A night of dance that leaves you inspired and wanting more is a good one, and that’s just how it was with Parsons Dance during their season at the Joyce Theater this January. The company presented an array of old work and new premiers, all musically-driven and all full of exciting, passionate dancing.
The intermission-less program on Wednesday, January 18, began with Parsons’ newest work, Round My World, with music by contemporary composer and cellist, Zoe Keating. A pool of light (used often in Parsons’ work) shines down on the six dancers, dressed in denim-colored dresses for the women and actual denim jeans for the men, who move slowly in a circle. We are given these few moments to register, to become present, and then the dancers soon enough progress and pick up the pace. As the name of the piece suggests, the dancers use every opportunity to create circular shapes – individually, with partners, as turns, as lifts, with their arms, or all joined as one. Even Keating’s long cello notes begin to sound like circles.

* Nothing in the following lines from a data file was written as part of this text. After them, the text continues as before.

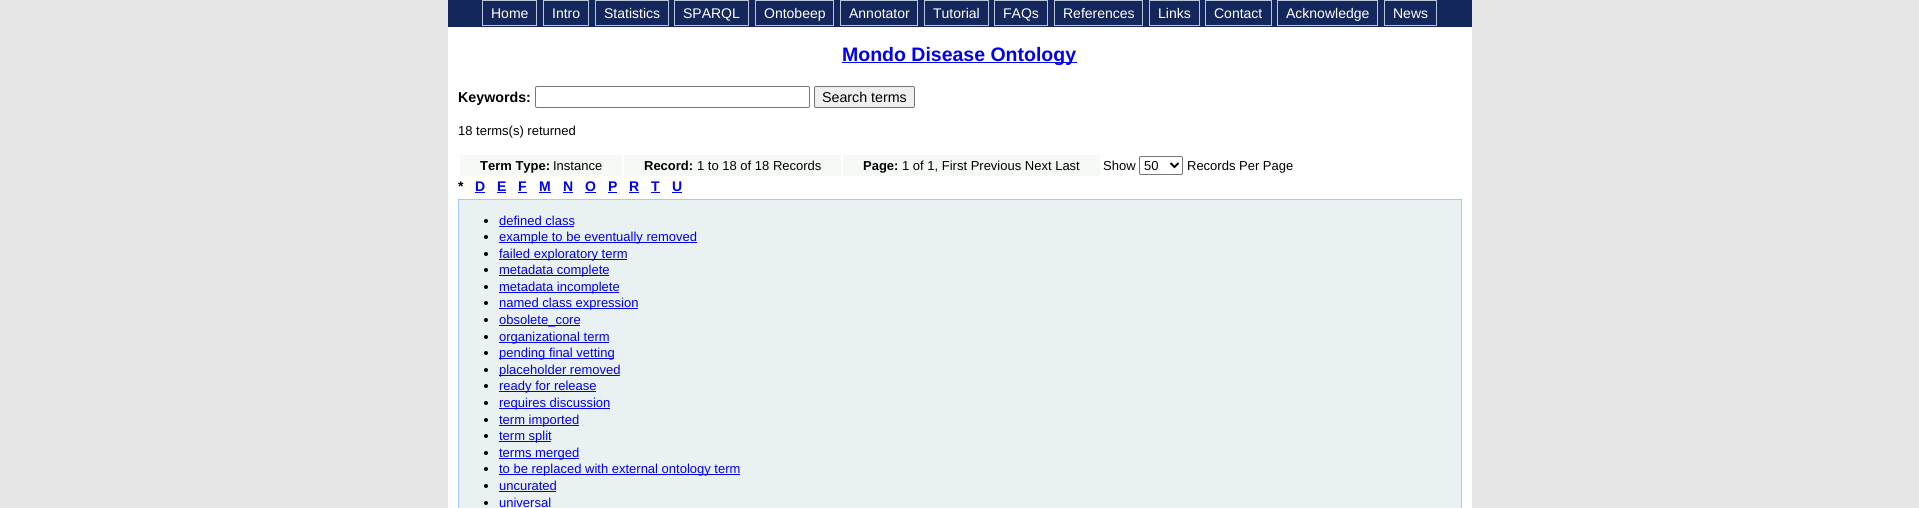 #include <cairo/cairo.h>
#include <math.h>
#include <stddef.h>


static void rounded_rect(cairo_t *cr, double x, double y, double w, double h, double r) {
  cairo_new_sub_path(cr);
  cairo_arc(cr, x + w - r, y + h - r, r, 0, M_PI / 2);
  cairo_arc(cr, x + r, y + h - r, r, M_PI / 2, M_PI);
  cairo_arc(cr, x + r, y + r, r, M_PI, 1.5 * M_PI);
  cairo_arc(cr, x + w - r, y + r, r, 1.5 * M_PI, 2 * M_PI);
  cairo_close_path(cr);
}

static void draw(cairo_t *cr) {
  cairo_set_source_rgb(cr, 230 / 255.0, 230 / 255.0, 230 / 255.0);
  cairo_paint(cr);
  cairo_set_source_rgb(cr, 20 / 255.0, 39 / 255.0, 93 / 255.0);
  cairo_rectangle(cr, 448, 0, 1024, 27);
  cairo_fill(cr);
  cairo_rectangle(cr, 482.5, 0.5, 54, 25);
  cairo_set_source_rgb(cr, 186 / 255.0, 197 / 255.0, 215 / 255.0);
  cairo_set_line_width(cr, 1);
  cairo_stroke(cr);
  cairo_rectangle(cr, 543.5, 0.5, 45, 25);
  cairo_stroke(cr);
  cairo_rectangle(cr, 595.5, 0.5, 73, 25);
  cairo_stroke(cr);
  cairo_rectangle(cr, 674.5, 0.5, 74, 25);
  cairo_stroke(cr);
  cairo_rectangle(cr, 755.5, 0.5, 78, 25);
  cairo_stroke(cr);
  cairo_rectangle(cr, 840.5, 0.5, 77, 25);
  cairo_stroke(cr);
  cairo_rectangle(cr, 924.5, 0.5, 64, 25);
  cairo_stroke(cr);
  cairo_rectangle(cr, 994.5, 0.5, 53, 25);
  cairo_stroke(cr);
  cairo_rectangle(cr, 1054.5, 0.5, 88, 25);
  cairo_stroke(cr);
  cairo_rectangle(cr, 1149.5, 0.5, 50, 25);
  cairo_stroke(cr);
  cairo_rectangle(cr, 1205.5, 0.5, 66, 25);
  cairo_stroke(cr);
  cairo_rectangle(cr, 1277.5, 0.5, 100, 25);
  cairo_stroke(cr);
  cairo_rectangle(cr, 1384.5, 0.5, 52, 25);
  cairo_stroke(cr);
  cairo_set_source_rgb(cr, 1, 1, 1);
  cairo_rectangle(cr, 448, 27, 1024, 481);
  cairo_fill(cr);
  cairo_set_source_rgb(cr, 0, 0, 238 / 255.0);
  cairo_rectangle(cr, 842, 62, 235, 1);
  cairo_fill(cr);
  rounded_rect(cr, 535.5, 86.5, 274, 21, 1.5);
  cairo_set_source_rgb(cr, 118 / 255.0, 118 / 255.0, 118 / 255.0);
  cairo_stroke(cr);
  cairo_set_source_rgb(cr, 239 / 255.0, 239 / 255.0, 239 / 255.0);
  rounded_rect(cr, 814.5, 86.5, 100, 21, 1.5);
  cairo_fill_preserve(cr);
  cairo_set_source_rgb(cr, 118 / 255.0, 118 / 255.0, 118 / 255.0);
  cairo_stroke(cr);
  cairo_set_source_rgb(cr, 245 / 255.0, 250 / 255.0, 247 / 255.0);
  cairo_rectangle(cr, 460, 155, 162, 21);
  cairo_fill(cr);
  cairo_rectangle(cr, 624, 155, 217, 21);
  cairo_fill(cr);
  cairo_rectangle(cr, 843, 155, 257, 21);
  cairo_fill(cr);
  rounded_rect(cr, 1139.5, 156.5, 43, 18, 1.5);
  cairo_set_source_rgb(cr, 118 / 255.0, 118 / 255.0, 118 / 255.0);
  cairo_stroke(cr);
  cairo_new_path(cr);
  cairo_move_to(cr, 1170.5, 163);
  cairo_line_to(cr, 1174.5, 167);
  cairo_line_to(cr, 1178.5, 163);
  cairo_set_source_rgb(cr, 0, 0, 0);
  cairo_set_line_width(cr, 2);
  cairo_stroke(cr);
  cairo_set_source_rgb(cr, 0, 0, 238 / 255.0);
  cairo_rectangle(cr, 475, 192, 10, 1);
  cairo_fill(cr);
  cairo_rectangle(cr, 497, 192, 9, 1);
  cairo_fill(cr);
  cairo_rectangle(cr, 518, 192, 9, 1);
  cairo_fill(cr);
  cairo_rectangle(cr, 539, 192, 12, 1);
  cairo_fill(cr);
  cairo_rectangle(cr, 563, 192, 10, 1);
  cairo_fill(cr);
  cairo_rectangle(cr, 585, 192, 11, 1);
  cairo_fill(cr);
  cairo_rectangle(cr, 608, 192, 9, 1);
  cairo_fill(cr);
  cairo_rectangle(cr, 629, 192, 10, 1);
  cairo_fill(cr);
  cairo_rectangle(cr, 651, 192, 9, 1);
  cairo_fill(cr);
  cairo_rectangle(cr, 672, 192, 10, 1);
  cairo_fill(cr);
  cairo_set_source_rgb(cr, 234 / 255.0, 241 / 255.0, 242 / 255.0);
  cairo_rectangle(cr, 458.5, 199.5, 1003, 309);
  cairo_fill_preserve(cr);
  cairo_set_source_rgb(cr, 153 / 255.0, 204 / 255.0, 1);
  cairo_set_line_width(cr, 1);
  cairo_stroke(cr);
  cairo_set_source_rgb(cr, 0, 0, 0);
  cairo_arc(cr, 486, 221, 2, 0, 2 * M_PI);
  cairo_fill(cr);
  cairo_set_source_rgb(cr, 0, 0, 238 / 255.0);
  cairo_rectangle(cr, 499, 226, 75, 1);
  cairo_fill(cr);
  cairo_set_source_rgb(cr, 0, 0, 0);
  cairo_arc(cr, 486, 237, 2, 0, 2 * M_PI);
  cairo_fill(cr);
  cairo_set_source_rgb(cr, 0, 0, 238 / 255.0);
  cairo_rectangle(cr, 499, 242, 198, 1);
  cairo_fill(cr);
  cairo_set_source_rgb(cr, 0, 0, 0);
  cairo_arc(cr, 486, 254, 2, 0, 2 * M_PI);
  cairo_fill(cr);
  cairo_set_source_rgb(cr, 0, 0, 238 / 255.0);
  cairo_rectangle(cr, 499, 259, 128, 1);
  cairo_fill(cr);
  cairo_set_source_rgb(cr, 0, 0, 0);
  cairo_arc(cr, 486, 270, 2, 0, 2 * M_PI);
  cairo_fill(cr);
  cairo_set_source_rgb(cr, 0, 0, 238 / 255.0);
  cairo_rectangle(cr, 499, 275, 110, 1);
  cairo_fill(cr);
  cairo_set_source_rgb(cr, 0, 0, 0);
  cairo_arc(cr, 486, 287, 2, 0, 2 * M_PI);
  cairo_fill(cr);
  cairo_set_source_rgb(cr, 0, 0, 238 / 255.0);
  cairo_rectangle(cr, 499, 292, 120, 1);
  cairo_fill(cr);
  cairo_set_source_rgb(cr, 0, 0, 0);
  cairo_arc(cr, 486, 303, 2, 0, 2 * M_PI);
  cairo_fill(cr);
  cairo_set_source_rgb(cr, 0, 0, 238 / 255.0);
  cairo_rectangle(cr, 499, 308, 139, 1);
  cairo_fill(cr);
  cairo_set_source_rgb(cr, 0, 0, 0);
  cairo_arc(cr, 486, 320, 2, 0, 2 * M_PI);
  cairo_fill(cr);
  cairo_set_source_rgb(cr, 0, 0, 238 / 255.0);
  cairo_rectangle(cr, 499, 325, 81, 1);
  cairo_fill(cr);
  cairo_set_source_rgb(cr, 0, 0, 0);
  cairo_arc(cr, 486, 337, 2, 0, 2 * M_PI);
  cairo_fill(cr);
  cairo_set_source_rgb(cr, 0, 0, 238 / 255.0);
  cairo_rectangle(cr, 499, 342, 110, 1);
  cairo_fill(cr);
  cairo_set_source_rgb(cr, 0, 0, 0);
  cairo_arc(cr, 486, 353, 2, 0, 2 * M_PI);
  cairo_fill(cr);
  cairo_set_source_rgb(cr, 0, 0, 238 / 255.0);
  cairo_rectangle(cr, 499, 358, 115, 1);
  cairo_fill(cr);
  cairo_set_source_rgb(cr, 0, 0, 0);
  cairo_arc(cr, 486, 370, 2, 0, 2 * M_PI);
  cairo_fill(cr);
  cairo_set_source_rgb(cr, 0, 0, 238 / 255.0);
  cairo_rectangle(cr, 499, 375, 121, 1);
  cairo_fill(cr);
  cairo_set_source_rgb(cr, 0, 0, 0);
  cairo_arc(cr, 486, 386, 2, 0, 2 * M_PI);
  cairo_fill(cr);
  cairo_set_source_rgb(cr, 0, 0, 238 / 255.0);
  cairo_rectangle(cr, 499, 391, 97, 1);
  cairo_fill(cr);
  cairo_set_source_rgb(cr, 0, 0, 0);
  cairo_arc(cr, 486, 403, 2, 0, 2 * M_PI);
  cairo_fill(cr);
  cairo_set_source_rgb(cr, 0, 0, 238 / 255.0);
  cairo_rectangle(cr, 499, 408, 111, 1);
  cairo_fill(cr);
  cairo_set_source_rgb(cr, 0, 0, 0);
  cairo_arc(cr, 486, 420, 2, 0, 2 * M_PI);
  cairo_fill(cr);
  cairo_set_source_rgb(cr, 0, 0, 238 / 255.0);
  cairo_rectangle(cr, 499, 425, 80, 1);
  cairo_fill(cr);
  cairo_set_source_rgb(cr, 0, 0, 0);
  cairo_arc(cr, 486, 436, 2, 0, 2 * M_PI);
  cairo_fill(cr);
  cairo_set_source_rgb(cr, 0, 0, 238 / 255.0);
  cairo_rectangle(cr, 499, 441, 52, 1);
  cairo_fill(cr);
  cairo_set_source_rgb(cr, 0, 0, 0);
  cairo_arc(cr, 486, 453, 2, 0, 2 * M_PI);
  cairo_fill(cr);
  cairo_set_source_rgb(cr, 0, 0, 238 / 255.0);
  cairo_rectangle(cr, 499, 458, 80, 1);
  cairo_fill(cr);
  cairo_set_source_rgb(cr, 0, 0, 0);
  cairo_arc(cr, 486, 469, 2, 0, 2 * M_PI);
  cairo_fill(cr);
  cairo_set_source_rgb(cr, 0, 0, 238 / 255.0);
  cairo_rectangle(cr, 499, 474, 241, 1);
  cairo_fill(cr);
  cairo_set_source_rgb(cr, 0, 0, 0);
  cairo_arc(cr, 486, 486, 2, 0, 2 * M_PI);
  cairo_fill(cr);
  cairo_set_source_rgb(cr, 0, 0, 238 / 255.0);
  cairo_rectangle(cr, 499, 491, 57, 1);
  cairo_fill(cr);
  cairo_set_source_rgb(cr, 0, 0, 0);
  cairo_arc(cr, 486, 503, 2, 0, 2 * M_PI);
  cairo_fill(cr);
  cairo_select_font_face(cr, "Liberation Sans", CAIRO_FONT_SLANT_NORMAL, CAIRO_FONT_WEIGHT_NORMAL);
  cairo_set_font_size(cr, 14);
  cairo_set_source_rgb(cr, 1, 1, 1);
  cairo_move_to(cr, 491, 18);
  cairo_show_text(cr, "Home");
  cairo_move_to(cr, 552, 18);
  cairo_show_text(cr, "Intro");
  cairo_move_to(cr, 604, 18);
  cairo_show_text(cr, "Statistics");
  cairo_move_to(cr, 683, 18);
  cairo_show_text(cr, "SPARQL");
  cairo_move_to(cr, 764, 18);
  cairo_show_text(cr, "Ontobeep");
  cairo_move_to(cr, 849, 18);
  cairo_show_text(cr, "Annotator");
  cairo_move_to(cr, 933, 18);
  cairo_show_text(cr, "Tutorial");
  cairo_move_to(cr, 1003, 18);
  cairo_show_text(cr, "FAQs");
  cairo_move_to(cr, 1063, 18);
  cairo_show_text(cr, "References");
  cairo_move_to(cr, 1158, 18);
  cairo_show_text(cr, "Links");
  cairo_move_to(cr, 1214, 18);
  cairo_show_text(cr, "Contact");
  cairo_move_to(cr, 1286, 18);
  cairo_show_text(cr, "Acknowledge");
  cairo_move_to(cr, 1393, 18);
  cairo_show_text(cr, "News");
  cairo_select_font_face(cr, "Liberation Sans", CAIRO_FONT_SLANT_NORMAL, CAIRO_FONT_WEIGHT_BOLD);
  cairo_set_font_size(cr, 19.5);
  cairo_set_source_rgb(cr, 0, 0, 238 / 255.0);
  cairo_move_to(cr, 842, 61);
  cairo_show_text(cr, "Mondo Disease Ontology");
  cairo_set_font_size(cr, 14.25);
  cairo_set_source_rgb(cr, 0, 0, 0);
  cairo_move_to(cr, 458, 102);
  cairo_show_text(cr, "Keywords:");
  cairo_select_font_face(cr, "Liberation Sans", CAIRO_FONT_SLANT_NORMAL, CAIRO_FONT_WEIGHT_NORMAL);
  cairo_move_to(cr, 822, 102);
  cairo_show_text(cr, "Search terms");
  cairo_set_font_size(cr, 13);
  cairo_move_to(cr, 458, 135);
  cairo_show_text(cr, "18 terms(s) returned");
  cairo_select_font_face(cr, "Liberation Sans", CAIRO_FONT_SLANT_NORMAL, CAIRO_FONT_WEIGHT_BOLD);
  cairo_move_to(cr, 480, 170);
  cairo_show_text(cr, "Term Type:");
  cairo_select_font_face(cr, "Liberation Sans", CAIRO_FONT_SLANT_NORMAL, CAIRO_FONT_WEIGHT_NORMAL);
  cairo_move_to(cr, 553, 170);
  cairo_show_text(cr, "Instance");
  cairo_select_font_face(cr, "Liberation Sans", CAIRO_FONT_SLANT_NORMAL, CAIRO_FONT_WEIGHT_BOLD);
  cairo_move_to(cr, 644, 170);
  cairo_show_text(cr, "Record:");
  cairo_select_font_face(cr, "Liberation Sans", CAIRO_FONT_SLANT_NORMAL, CAIRO_FONT_WEIGHT_NORMAL);
  cairo_move_to(cr, 697, 170);
  cairo_show_text(cr, "1 to 18 of 18 Records");
  cairo_select_font_face(cr, "Liberation Sans", CAIRO_FONT_SLANT_NORMAL, CAIRO_FONT_WEIGHT_BOLD);
  cairo_move_to(cr, 863, 170);
  cairo_show_text(cr, "Page:");
  cairo_select_font_face(cr, "Liberation Sans", CAIRO_FONT_SLANT_NORMAL, CAIRO_FONT_WEIGHT_NORMAL);
  cairo_move_to(cr, 902, 170);
  cairo_show_text(cr, "1 of 1, First Previous Next Last");
  cairo_move_to(cr, 1103, 170);
  cairo_show_text(cr, "Show");
  cairo_move_to(cr, 1144, 170);
  cairo_show_text(cr, "50");
  cairo_move_to(cr, 1187, 170);
  cairo_show_text(cr, "Records Per Page");
  cairo_select_font_face(cr, "Liberation Sans", CAIRO_FONT_SLANT_NORMAL, CAIRO_FONT_WEIGHT_BOLD);
  cairo_set_font_size(cr, 14);
  cairo_move_to(cr, 458, 191);
  cairo_show_text(cr, "*");
  cairo_set_source_rgb(cr, 0, 0, 238 / 255.0);
  cairo_move_to(cr, 475, 191);
  cairo_show_text(cr, "D");
  cairo_move_to(cr, 497, 191);
  cairo_show_text(cr, "E");
  cairo_move_to(cr, 518, 191);
  cairo_show_text(cr, "F");
  cairo_move_to(cr, 539, 191);
  cairo_show_text(cr, "M");
  cairo_move_to(cr, 563, 191);
  cairo_show_text(cr, "N");
  cairo_move_to(cr, 585, 191);
  cairo_show_text(cr, "O");
  cairo_move_to(cr, 608, 191);
  cairo_show_text(cr, "P");
  cairo_move_to(cr, 629, 191);
  cairo_show_text(cr, "R");
  cairo_move_to(cr, 651, 191);
  cairo_show_text(cr, "T");
  cairo_move_to(cr, 672, 191);
  cairo_show_text(cr, "U");
  cairo_select_font_face(cr, "Liberation Sans", CAIRO_FONT_SLANT_NORMAL, CAIRO_FONT_WEIGHT_NORMAL);
  cairo_set_font_size(cr, 13);
  cairo_move_to(cr, 499, 225);
  cairo_show_text(cr, "defined class");
  cairo_move_to(cr, 499, 241);
  cairo_show_text(cr, "example to be eventually removed");
  cairo_move_to(cr, 499, 258);
  cairo_show_text(cr, "failed exploratory term");
  cairo_move_to(cr, 499, 274);
  cairo_show_text(cr, "metadata complete");
  cairo_move_to(cr, 499, 291);
  cairo_show_text(cr, "metadata incomplete");
  cairo_move_to(cr, 499, 307);
  cairo_show_text(cr, "named class expression");
  cairo_move_to(cr, 499, 324);
  cairo_show_text(cr, "obsolete_core");
  cairo_move_to(cr, 499, 341);
  cairo_show_text(cr, "organizational term");
  cairo_move_to(cr, 499, 357);
  cairo_show_text(cr, "pending final vetting");
  cairo_move_to(cr, 499, 374);
  cairo_show_text(cr, "placeholder removed");
  cairo_move_to(cr, 499, 390);
  cairo_show_text(cr, "ready for release");
  cairo_move_to(cr, 499, 407);
  cairo_show_text(cr, "requires discussion");
  cairo_move_to(cr, 499, 424);
  cairo_show_text(cr, "term imported");
  cairo_move_to(cr, 499, 440);
  cairo_show_text(cr, "term split");
  cairo_move_to(cr, 499, 457);
  cairo_show_text(cr, "terms merged");
  cairo_move_to(cr, 499, 473);
  cairo_show_text(cr, "to be replaced with external ontology term");
  cairo_move_to(cr, 499, 490);
  cairo_show_text(cr, "uncurated");
  cairo_move_to(cr, 499, 507);
  cairo_show_text(cr, "universal");
}

int main(void) {
  cairo_surface_t *surface = cairo_image_surface_create(CAIRO_FORMAT_RGB24, 1919, 508);
  cairo_t *cr = cairo_create(surface);
  cairo_font_options_t *options = cairo_font_options_create();
  cairo_font_options_set_hint_metrics(options, CAIRO_HINT_METRICS_OFF);
  cairo_font_options_set_hint_style(options, CAIRO_HINT_STYLE_NONE);
  cairo_set_font_options(cr, options);
  cairo_set_miter_limit(cr, 4);
  draw(cr);
  cairo_surface_write_to_png(surface, "out.png");
  cairo_font_options_destroy(options);
  cairo_destroy(cr);
  cairo_surface_destroy(surface);
  return 0;
}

Round My World takes the initial clean circle and, throughout the piece’s series of duets, abstracts it so that the recurring circles, although still present, become less obvious and more a part of the memory of the dance. As the evening’s opener, we understand that Parsons’ work allows each dancer his/her moment and that dance is meant to be shared – with the audience, with other dancers and among partnerships onstage.
Next, an excerpt from Step Into My Dream is simply a playful dance for boy and girl. Eric Bourne and Sarah Braverman look stunning in white together, as they move through this jazzy duet. The middle becomes almost a call and response turning contest, but the piece remains light throughout.
Former Parsons dancer Katarzyna Skarpetowska is featured as guest choreographer in the program’s next work, A Stray’s Lullaby, with Kenji Bunch’s music, a fusion of old city sounds and rooted, throaty country croons. The dancers look great as individual characters in period costumes by Reid Bartelme.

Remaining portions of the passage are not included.